#### Task requirements
In your copy, leave out the pictures and repeat every record exactly.
■ ■ ■ ■
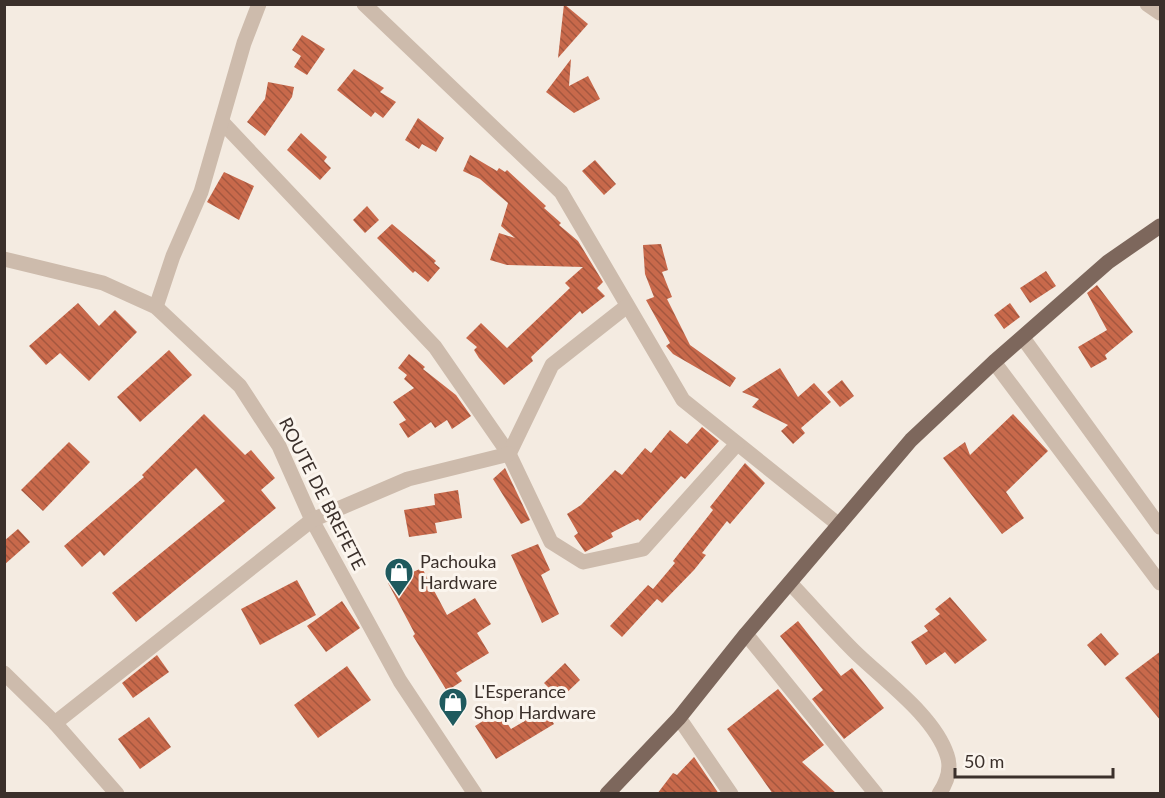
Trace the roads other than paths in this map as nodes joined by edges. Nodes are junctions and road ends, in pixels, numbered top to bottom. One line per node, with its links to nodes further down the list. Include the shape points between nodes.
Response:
1 (259, 4): 5 (street)
2 (364, 4): 8 (street, via 561,192)
3 (1147, 4): 4 (street)
4 (1161, 13)
5 (222, 122): 9 (street, via 201,192); 13 (street, via 435,347)
6 (1161, 226): 10 (main road, via 1108,262)
7 (4, 259): 9 (street, ROUTE DE BREFETE, via 103,284)
8 (627, 306): 12 (street, via 683,400); 13 (street, via 552,365)
9 (156, 307): 14 (street, ROUTE DE BREFETE, via 240,386 279,446)
10 (1023, 338): 11 (main road); 16 (street)
11 (994, 362): 15 (main road, via 911,440); 18 (street)
12 (737, 444): 13 (street, via 643,549 583,562 551,542); 15 (street)
13 (509, 454): 14 (street, via 408,479)
14 (312, 520): 22 (street); 24 (street, ROUTE DE BREFETE, via 400,681)
15 (839, 525): 17 (main road)
16 (1161, 527)
17 (790, 583): 19 (main road); 28 (street, via 932,729 944,748 949,767)
18 (1161, 583)
19 (747, 634): 21 (main road); 27 (street)
20 (4, 673): 22 (street)
21 (679, 718): 25 (main road); 26 (street)
22 (55, 723): 23 (street)
23 (117, 794)
24 (475, 794)
25 (608, 794)
26 (731, 794)
27 (876, 794)
28 (939, 794)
■ ■ ■ ■
#### Exercise answer
Trace the roads other than paths in this map as nodes joined by edges. Nodes are junctions and road ends, in pixels, numbered top to bottom. One line per node, with its links to nodes further down the list. Include the shape points between nodes.
Response:
1 (259, 4): 5 (street)
2 (364, 4): 8 (street, via 561,192)
3 (1147, 4): 4 (street)
4 (1161, 13)
5 (222, 122): 9 (street, via 201,192); 13 (street, via 435,347)
6 (1161, 226): 10 (main road, via 1108,262)
7 (4, 259): 9 (street, ROUTE DE BREFETE, via 103,284)
8 (627, 306): 12 (street, via 683,400); 13 (street, via 552,365)
9 (156, 307): 14 (street, ROUTE DE BREFETE, via 240,386 279,446)
10 (1023, 338): 11 (main road); 16 (street)
11 (994, 362): 15 (main road, via 911,440); 18 (street)
12 (737, 444): 13 (street, via 643,549 583,562 551,542); 15 (street)
13 (509, 454): 14 (street, via 408,479)
14 (312, 520): 22 (street); 24 (street, ROUTE DE BREFETE, via 400,681)
15 (839, 525): 17 (main road)
16 (1161, 527)
17 (790, 583): 19 (main road); 28 (street, via 932,729 944,748 949,767)
18 (1161, 583)
19 (747, 634): 21 (main road); 27 (street)
20 (4, 673): 22 (street)
21 (679, 718): 25 (main road); 26 (street)
22 (55, 723): 23 (street)
23 (117, 794)
24 (475, 794)
25 (608, 794)
26 (731, 794)
27 (876, 794)
28 (939, 794)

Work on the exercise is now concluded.